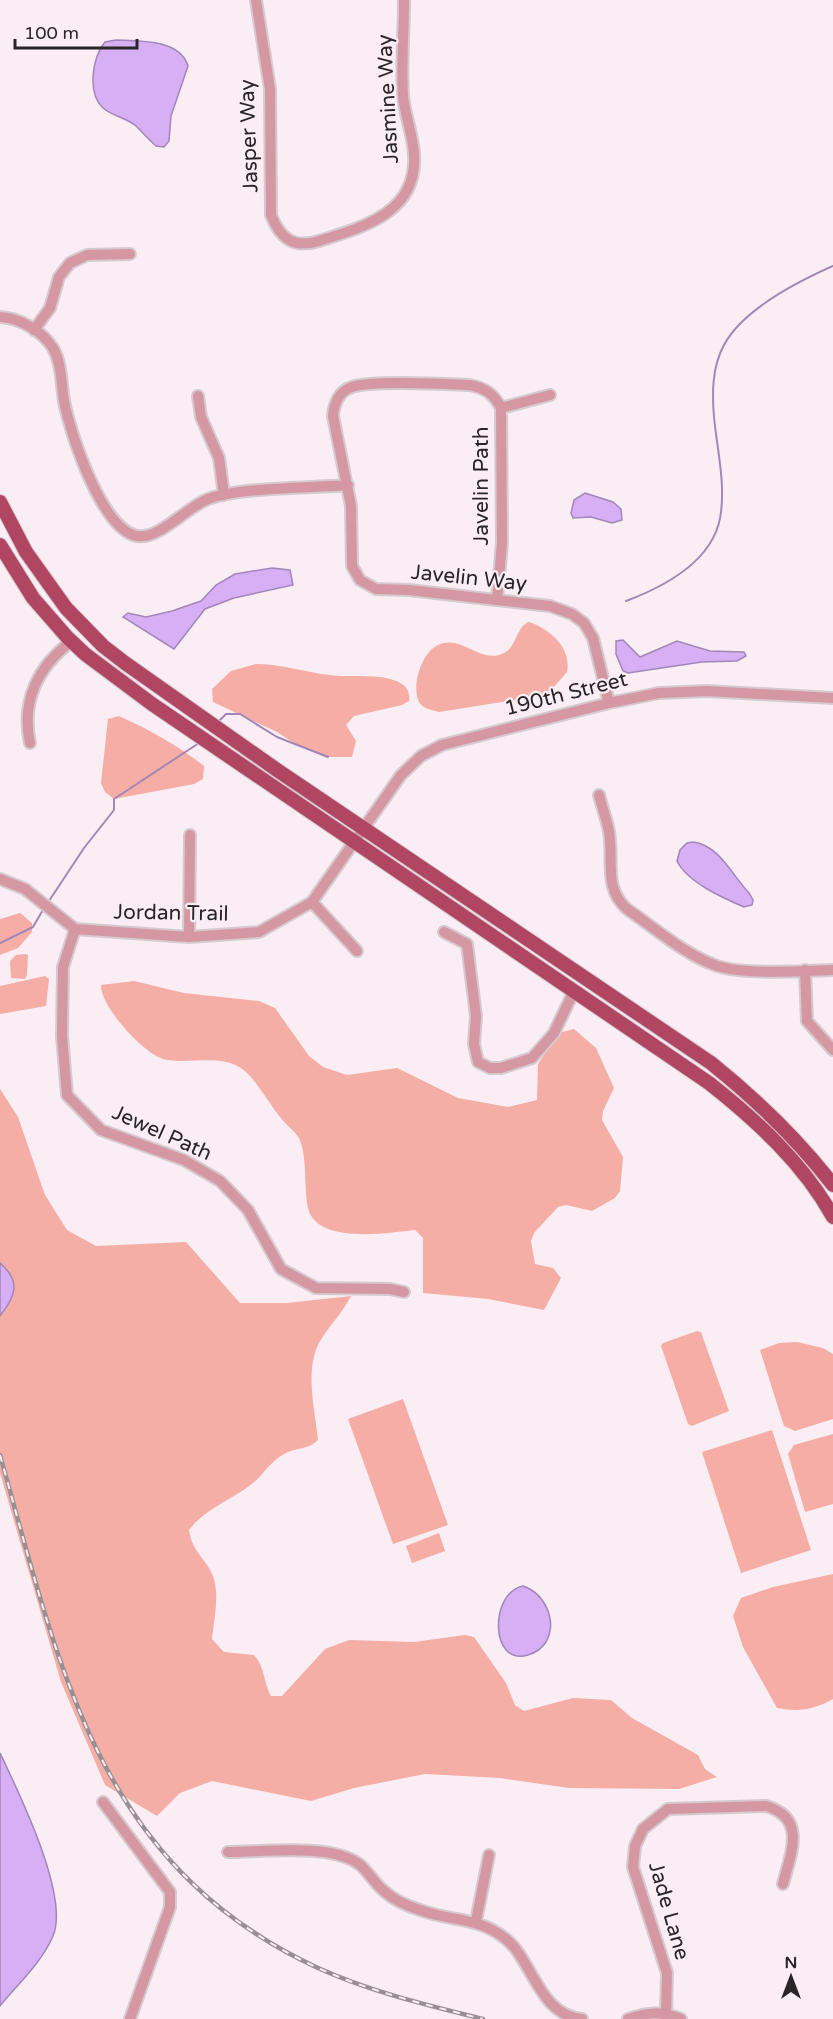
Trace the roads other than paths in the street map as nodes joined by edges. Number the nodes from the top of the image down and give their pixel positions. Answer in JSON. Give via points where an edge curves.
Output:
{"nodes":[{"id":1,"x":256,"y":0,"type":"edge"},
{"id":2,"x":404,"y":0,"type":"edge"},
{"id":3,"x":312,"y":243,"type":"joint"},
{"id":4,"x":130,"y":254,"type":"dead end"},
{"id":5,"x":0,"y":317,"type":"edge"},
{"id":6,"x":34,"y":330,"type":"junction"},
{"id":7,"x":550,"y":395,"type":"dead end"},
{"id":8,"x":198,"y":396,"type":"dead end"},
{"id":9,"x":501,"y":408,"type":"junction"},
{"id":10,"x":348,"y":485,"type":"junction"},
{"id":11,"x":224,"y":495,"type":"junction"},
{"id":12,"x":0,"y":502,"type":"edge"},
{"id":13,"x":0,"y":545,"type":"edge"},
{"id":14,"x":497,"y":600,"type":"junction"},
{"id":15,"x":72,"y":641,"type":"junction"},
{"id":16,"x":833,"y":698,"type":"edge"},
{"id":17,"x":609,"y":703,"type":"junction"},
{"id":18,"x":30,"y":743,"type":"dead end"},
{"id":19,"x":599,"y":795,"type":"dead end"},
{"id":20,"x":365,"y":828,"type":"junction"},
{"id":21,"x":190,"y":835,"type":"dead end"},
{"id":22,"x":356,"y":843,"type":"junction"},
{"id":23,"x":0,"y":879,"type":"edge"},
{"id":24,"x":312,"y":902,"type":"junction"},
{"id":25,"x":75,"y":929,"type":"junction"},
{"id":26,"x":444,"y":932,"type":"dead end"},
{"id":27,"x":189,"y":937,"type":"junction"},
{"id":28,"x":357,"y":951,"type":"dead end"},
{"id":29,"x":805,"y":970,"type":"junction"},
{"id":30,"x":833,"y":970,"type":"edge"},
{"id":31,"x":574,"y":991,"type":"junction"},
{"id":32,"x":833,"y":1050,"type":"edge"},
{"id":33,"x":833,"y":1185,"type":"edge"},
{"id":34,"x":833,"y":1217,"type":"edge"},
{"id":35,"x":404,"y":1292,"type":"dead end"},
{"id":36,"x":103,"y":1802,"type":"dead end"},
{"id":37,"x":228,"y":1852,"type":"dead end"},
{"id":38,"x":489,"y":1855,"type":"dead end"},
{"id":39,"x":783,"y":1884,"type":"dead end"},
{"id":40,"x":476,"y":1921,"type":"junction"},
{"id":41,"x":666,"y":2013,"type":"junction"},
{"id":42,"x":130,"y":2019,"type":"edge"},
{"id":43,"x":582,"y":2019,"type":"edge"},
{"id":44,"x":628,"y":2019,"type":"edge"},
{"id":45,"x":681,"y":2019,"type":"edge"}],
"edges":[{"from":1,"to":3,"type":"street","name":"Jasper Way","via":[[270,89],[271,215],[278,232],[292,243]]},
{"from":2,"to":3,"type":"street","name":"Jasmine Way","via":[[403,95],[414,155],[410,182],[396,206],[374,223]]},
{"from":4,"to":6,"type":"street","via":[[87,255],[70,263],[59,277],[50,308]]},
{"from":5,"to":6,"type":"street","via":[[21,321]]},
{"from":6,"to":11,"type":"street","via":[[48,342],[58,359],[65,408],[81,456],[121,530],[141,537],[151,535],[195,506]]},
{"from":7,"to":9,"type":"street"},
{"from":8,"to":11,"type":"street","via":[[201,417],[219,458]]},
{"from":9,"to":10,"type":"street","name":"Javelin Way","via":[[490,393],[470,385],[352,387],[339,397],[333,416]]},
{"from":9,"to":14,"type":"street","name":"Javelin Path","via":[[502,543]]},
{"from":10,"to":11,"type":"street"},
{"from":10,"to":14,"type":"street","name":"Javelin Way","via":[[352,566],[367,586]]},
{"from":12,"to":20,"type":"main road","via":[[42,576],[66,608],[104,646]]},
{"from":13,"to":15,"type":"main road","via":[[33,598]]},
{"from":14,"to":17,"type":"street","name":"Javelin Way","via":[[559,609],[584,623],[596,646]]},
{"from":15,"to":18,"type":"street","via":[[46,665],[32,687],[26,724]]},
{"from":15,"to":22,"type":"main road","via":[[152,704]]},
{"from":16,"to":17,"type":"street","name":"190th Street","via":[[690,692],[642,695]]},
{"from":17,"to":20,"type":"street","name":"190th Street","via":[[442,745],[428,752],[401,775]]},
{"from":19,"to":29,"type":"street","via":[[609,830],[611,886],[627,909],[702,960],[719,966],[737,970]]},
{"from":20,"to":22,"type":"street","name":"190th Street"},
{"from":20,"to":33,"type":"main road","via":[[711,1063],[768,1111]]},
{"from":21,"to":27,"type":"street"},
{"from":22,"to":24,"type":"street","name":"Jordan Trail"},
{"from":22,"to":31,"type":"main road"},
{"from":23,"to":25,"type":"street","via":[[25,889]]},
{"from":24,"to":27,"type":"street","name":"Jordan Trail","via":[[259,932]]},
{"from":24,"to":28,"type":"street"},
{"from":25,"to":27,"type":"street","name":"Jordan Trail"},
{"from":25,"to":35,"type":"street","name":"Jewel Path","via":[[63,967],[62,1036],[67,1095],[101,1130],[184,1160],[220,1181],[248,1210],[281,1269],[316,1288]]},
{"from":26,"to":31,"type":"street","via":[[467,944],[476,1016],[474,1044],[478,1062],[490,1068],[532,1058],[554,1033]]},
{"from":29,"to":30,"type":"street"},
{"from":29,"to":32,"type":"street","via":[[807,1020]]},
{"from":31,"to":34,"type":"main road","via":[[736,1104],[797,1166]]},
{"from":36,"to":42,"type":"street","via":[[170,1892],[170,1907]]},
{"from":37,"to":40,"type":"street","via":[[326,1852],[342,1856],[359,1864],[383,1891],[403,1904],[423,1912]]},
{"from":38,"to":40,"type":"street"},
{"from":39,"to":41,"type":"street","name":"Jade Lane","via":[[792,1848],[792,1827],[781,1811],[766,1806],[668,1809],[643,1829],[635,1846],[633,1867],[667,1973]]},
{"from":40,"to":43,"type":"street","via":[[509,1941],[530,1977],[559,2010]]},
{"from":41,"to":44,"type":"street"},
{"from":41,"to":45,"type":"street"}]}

--------------------------------------------------

TASK: Reprint the listing above exactly, without images.

TASK RESULT:
Trace the roads other than paths in the street map as nodes joined by edges. Number the nodes from the top of the image down and give their pixel positions. Answer in JSON. Give via points where an edge curves.
Output:
{"nodes":[{"id":1,"x":256,"y":0,"type":"edge"},
{"id":2,"x":404,"y":0,"type":"edge"},
{"id":3,"x":312,"y":243,"type":"joint"},
{"id":4,"x":130,"y":254,"type":"dead end"},
{"id":5,"x":0,"y":317,"type":"edge"},
{"id":6,"x":34,"y":330,"type":"junction"},
{"id":7,"x":550,"y":395,"type":"dead end"},
{"id":8,"x":198,"y":396,"type":"dead end"},
{"id":9,"x":501,"y":408,"type":"junction"},
{"id":10,"x":348,"y":485,"type":"junction"},
{"id":11,"x":224,"y":495,"type":"junction"},
{"id":12,"x":0,"y":502,"type":"edge"},
{"id":13,"x":0,"y":545,"type":"edge"},
{"id":14,"x":497,"y":600,"type":"junction"},
{"id":15,"x":72,"y":641,"type":"junction"},
{"id":16,"x":833,"y":698,"type":"edge"},
{"id":17,"x":609,"y":703,"type":"junction"},
{"id":18,"x":30,"y":743,"type":"dead end"},
{"id":19,"x":599,"y":795,"type":"dead end"},
{"id":20,"x":365,"y":828,"type":"junction"},
{"id":21,"x":190,"y":835,"type":"dead end"},
{"id":22,"x":356,"y":843,"type":"junction"},
{"id":23,"x":0,"y":879,"type":"edge"},
{"id":24,"x":312,"y":902,"type":"junction"},
{"id":25,"x":75,"y":929,"type":"junction"},
{"id":26,"x":444,"y":932,"type":"dead end"},
{"id":27,"x":189,"y":937,"type":"junction"},
{"id":28,"x":357,"y":951,"type":"dead end"},
{"id":29,"x":805,"y":970,"type":"junction"},
{"id":30,"x":833,"y":970,"type":"edge"},
{"id":31,"x":574,"y":991,"type":"junction"},
{"id":32,"x":833,"y":1050,"type":"edge"},
{"id":33,"x":833,"y":1185,"type":"edge"},
{"id":34,"x":833,"y":1217,"type":"edge"},
{"id":35,"x":404,"y":1292,"type":"dead end"},
{"id":36,"x":103,"y":1802,"type":"dead end"},
{"id":37,"x":228,"y":1852,"type":"dead end"},
{"id":38,"x":489,"y":1855,"type":"dead end"},
{"id":39,"x":783,"y":1884,"type":"dead end"},
{"id":40,"x":476,"y":1921,"type":"junction"},
{"id":41,"x":666,"y":2013,"type":"junction"},
{"id":42,"x":130,"y":2019,"type":"edge"},
{"id":43,"x":582,"y":2019,"type":"edge"},
{"id":44,"x":628,"y":2019,"type":"edge"},
{"id":45,"x":681,"y":2019,"type":"edge"}],
"edges":[{"from":1,"to":3,"type":"street","name":"Jasper Way","via":[[270,89],[271,215],[278,232],[292,243]]},
{"from":2,"to":3,"type":"street","name":"Jasmine Way","via":[[403,95],[414,155],[410,182],[396,206],[374,223]]},
{"from":4,"to":6,"type":"street","via":[[87,255],[70,263],[59,277],[50,308]]},
{"from":5,"to":6,"type":"street","via":[[21,321]]},
{"from":6,"to":11,"type":"street","via":[[48,342],[58,359],[65,408],[81,456],[121,530],[141,537],[151,535],[195,506]]},
{"from":7,"to":9,"type":"street"},
{"from":8,"to":11,"type":"street","via":[[201,417],[219,458]]},
{"from":9,"to":10,"type":"street","name":"Javelin Way","via":[[490,393],[470,385],[352,387],[339,397],[333,416]]},
{"from":9,"to":14,"type":"street","name":"Javelin Path","via":[[502,543]]},
{"from":10,"to":11,"type":"street"},
{"from":10,"to":14,"type":"street","name":"Javelin Way","via":[[352,566],[367,586]]},
{"from":12,"to":20,"type":"main road","via":[[42,576],[66,608],[104,646]]},
{"from":13,"to":15,"type":"main road","via":[[33,598]]},
{"from":14,"to":17,"type":"street","name":"Javelin Way","via":[[559,609],[584,623],[596,646]]},
{"from":15,"to":18,"type":"street","via":[[46,665],[32,687],[26,724]]},
{"from":15,"to":22,"type":"main road","via":[[152,704]]},
{"from":16,"to":17,"type":"street","name":"190th Street","via":[[690,692],[642,695]]},
{"from":17,"to":20,"type":"street","name":"190th Street","via":[[442,745],[428,752],[401,775]]},
{"from":19,"to":29,"type":"street","via":[[609,830],[611,886],[627,909],[702,960],[719,966],[737,970]]},
{"from":20,"to":22,"type":"street","name":"190th Street"},
{"from":20,"to":33,"type":"main road","via":[[711,1063],[768,1111]]},
{"from":21,"to":27,"type":"street"},
{"from":22,"to":24,"type":"street","name":"Jordan Trail"},
{"from":22,"to":31,"type":"main road"},
{"from":23,"to":25,"type":"street","via":[[25,889]]},
{"from":24,"to":27,"type":"street","name":"Jordan Trail","via":[[259,932]]},
{"from":24,"to":28,"type":"street"},
{"from":25,"to":27,"type":"street","name":"Jordan Trail"},
{"from":25,"to":35,"type":"street","name":"Jewel Path","via":[[63,967],[62,1036],[67,1095],[101,1130],[184,1160],[220,1181],[248,1210],[281,1269],[316,1288]]},
{"from":26,"to":31,"type":"street","via":[[467,944],[476,1016],[474,1044],[478,1062],[490,1068],[532,1058],[554,1033]]},
{"from":29,"to":30,"type":"street"},
{"from":29,"to":32,"type":"street","via":[[807,1020]]},
{"from":31,"to":34,"type":"main road","via":[[736,1104],[797,1166]]},
{"from":36,"to":42,"type":"street","via":[[170,1892],[170,1907]]},
{"from":37,"to":40,"type":"street","via":[[326,1852],[342,1856],[359,1864],[383,1891],[403,1904],[423,1912]]},
{"from":38,"to":40,"type":"street"},
{"from":39,"to":41,"type":"street","name":"Jade Lane","via":[[792,1848],[792,1827],[781,1811],[766,1806],[668,1809],[643,1829],[635,1846],[633,1867],[667,1973]]},
{"from":40,"to":43,"type":"street","via":[[509,1941],[530,1977],[559,2010]]},
{"from":41,"to":44,"type":"street"},
{"from":41,"to":45,"type":"street"}]}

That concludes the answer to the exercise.